Flavours of April

April is a continuation of March with the winter cobwebs being blown well and truly away!

There is only one main star for me this month that is more eagerly anticipated than ever: local asparagus! We have had the prelude in March with the European offering, but it can’t touch ours and I think that is fact. There are a few reasons why, but most importantly it is the fact that you can go from soil to fork in 24 hours. Freshness is always key and this working alongside growers that you can trust.
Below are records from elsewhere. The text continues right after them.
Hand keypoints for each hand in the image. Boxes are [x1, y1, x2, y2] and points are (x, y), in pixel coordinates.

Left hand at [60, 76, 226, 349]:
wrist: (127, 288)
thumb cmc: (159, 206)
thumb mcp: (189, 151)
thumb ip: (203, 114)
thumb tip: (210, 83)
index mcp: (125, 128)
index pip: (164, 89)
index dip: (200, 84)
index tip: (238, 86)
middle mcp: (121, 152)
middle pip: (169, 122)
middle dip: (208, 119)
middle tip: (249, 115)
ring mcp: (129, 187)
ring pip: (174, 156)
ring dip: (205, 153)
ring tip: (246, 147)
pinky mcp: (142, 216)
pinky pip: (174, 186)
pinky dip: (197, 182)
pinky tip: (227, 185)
More growers are moving to this crop but the soil has to be light and sandy to allow the spear to emerge with no hindrance. It is rather like the rhubarb story but with a better ending: the first year you do not take the crop, the second only a small part and then the third you can crop for about eight weeks, then each year for about 10 years in total (after this the crown will be exhausted). The main outdoor season is dependant on the weather and hopefully we get some rain in March to help wash in the fertilisers – normally a mixture of potash, nitrogen and sulphur to help the crown burst into life at the beginning of April. When this happens is purely determined by the sunshine. A few warm days and nights with no frost will see the spears poke their noses through the soil. After that, it is amazing how fast they shoot up! Everyday new shoots will be ready to be cut, and the more they are cut, the more they come.
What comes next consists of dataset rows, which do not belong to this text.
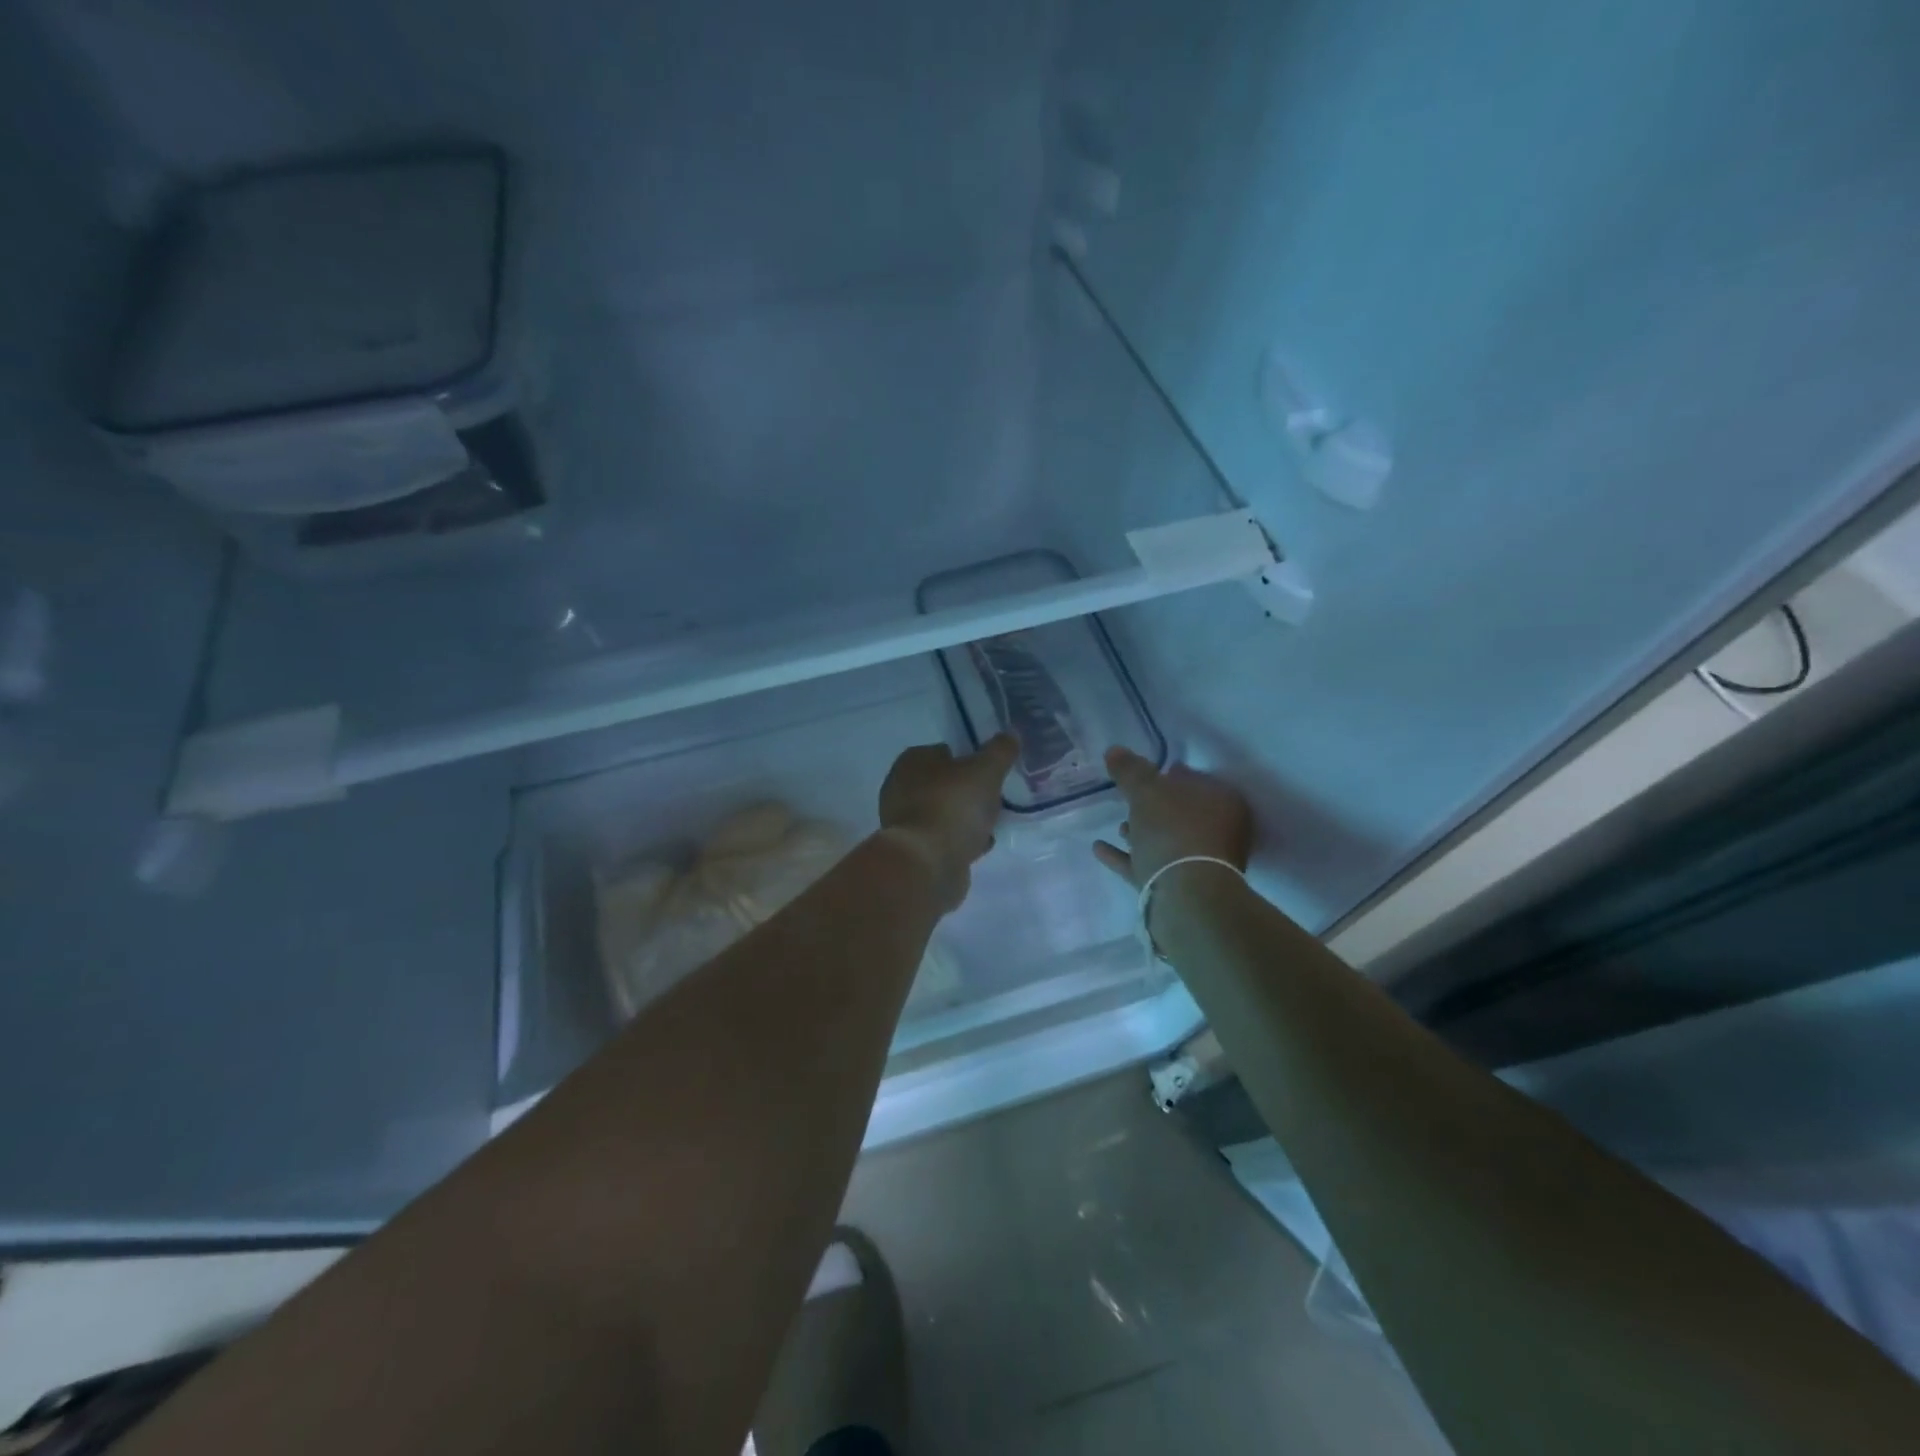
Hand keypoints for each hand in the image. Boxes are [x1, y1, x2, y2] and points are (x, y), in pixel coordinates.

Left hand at [877, 734, 1018, 910]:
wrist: (928, 863)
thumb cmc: (953, 805)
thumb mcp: (986, 771)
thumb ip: (1000, 751)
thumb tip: (1011, 734)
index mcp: (911, 762)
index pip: (940, 751)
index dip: (965, 757)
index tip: (987, 768)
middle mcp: (900, 789)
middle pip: (941, 783)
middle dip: (965, 789)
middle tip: (992, 795)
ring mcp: (905, 823)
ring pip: (942, 812)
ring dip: (964, 816)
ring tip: (991, 820)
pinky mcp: (915, 851)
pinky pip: (943, 838)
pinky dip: (960, 839)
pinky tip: (981, 844)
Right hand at [1093, 746, 1253, 888]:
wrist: (1185, 897)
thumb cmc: (1173, 831)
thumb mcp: (1146, 791)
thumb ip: (1130, 770)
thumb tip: (1114, 750)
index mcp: (1222, 802)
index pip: (1194, 779)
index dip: (1169, 773)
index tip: (1143, 772)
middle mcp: (1219, 832)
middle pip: (1181, 813)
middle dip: (1153, 807)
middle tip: (1128, 798)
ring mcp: (1200, 864)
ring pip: (1167, 841)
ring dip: (1142, 833)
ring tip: (1117, 826)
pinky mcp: (1180, 889)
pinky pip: (1149, 865)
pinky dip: (1126, 857)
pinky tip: (1099, 848)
However it is here that husbandry kicks in and the grower has to decide when to protect the crown because it has to revitalised for next years growth. After approximately eight weeks the asparagus shoot is left to grow and achieves a fern approximately six foot tall.This allow all the carbohydrates to drain back into the crown, retaining the energy to be ready for next year’s crop. If the grower keeps cropping the shoots the crown will be later starting the following year, as it will need time to build up its strength. It really is a “chicken and egg” conundrum: start early finish early or finish late and start late, this is why the season will run for three months. As always, keep your eye on the weather outside as it could be early April or the end of April when it starts.
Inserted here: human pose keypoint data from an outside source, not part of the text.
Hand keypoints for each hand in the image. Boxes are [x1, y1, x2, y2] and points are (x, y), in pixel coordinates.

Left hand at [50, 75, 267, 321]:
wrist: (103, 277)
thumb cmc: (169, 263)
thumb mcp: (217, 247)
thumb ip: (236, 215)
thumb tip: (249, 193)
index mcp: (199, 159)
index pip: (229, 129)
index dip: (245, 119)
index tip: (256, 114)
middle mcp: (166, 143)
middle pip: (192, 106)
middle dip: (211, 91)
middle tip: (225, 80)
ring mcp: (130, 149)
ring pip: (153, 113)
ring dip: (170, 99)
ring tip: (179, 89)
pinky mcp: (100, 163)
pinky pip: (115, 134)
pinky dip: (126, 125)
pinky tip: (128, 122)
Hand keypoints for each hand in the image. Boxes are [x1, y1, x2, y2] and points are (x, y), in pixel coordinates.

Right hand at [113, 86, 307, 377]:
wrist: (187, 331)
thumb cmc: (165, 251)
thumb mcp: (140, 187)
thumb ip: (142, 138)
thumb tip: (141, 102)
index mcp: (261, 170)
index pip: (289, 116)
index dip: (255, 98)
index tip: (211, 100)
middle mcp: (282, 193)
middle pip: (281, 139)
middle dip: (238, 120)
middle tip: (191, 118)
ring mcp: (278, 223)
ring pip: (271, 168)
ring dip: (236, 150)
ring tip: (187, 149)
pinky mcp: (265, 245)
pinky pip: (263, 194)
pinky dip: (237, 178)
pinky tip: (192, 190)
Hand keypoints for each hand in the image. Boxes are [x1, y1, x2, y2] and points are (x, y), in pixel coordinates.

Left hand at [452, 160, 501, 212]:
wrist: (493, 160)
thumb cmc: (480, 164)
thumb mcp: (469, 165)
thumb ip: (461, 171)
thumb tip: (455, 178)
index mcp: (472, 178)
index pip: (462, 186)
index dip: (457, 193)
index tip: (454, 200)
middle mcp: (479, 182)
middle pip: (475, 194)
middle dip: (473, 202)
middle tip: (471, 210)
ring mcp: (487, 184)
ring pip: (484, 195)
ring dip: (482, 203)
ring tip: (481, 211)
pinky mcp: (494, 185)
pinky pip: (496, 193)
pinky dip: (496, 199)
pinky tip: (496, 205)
Growers are constantly looking outside the box – or as I call it the field – and this year will the first time we have English white asparagus, which joins the purple that  has been here for a couple of years.

Foraging is also becoming more popular and this month sees this really kick on. On offer will be wild garlic, wild leeks, sea beet, sea purslane, chickweed, hedge garlic, nettles and ground elder. I think this is important because it revolves around the 24 hour soil to fork or if you like fresh is best. However the added benefit here is that the wild plants and fungi choose where they grow and so contain the optimal nutrient levels and no pesticides.

Another firm favourite that always passes quickly this month is the St George mushroom, so make sure you are ready, and not forgetting that we are well and truly in the middle of the morel season.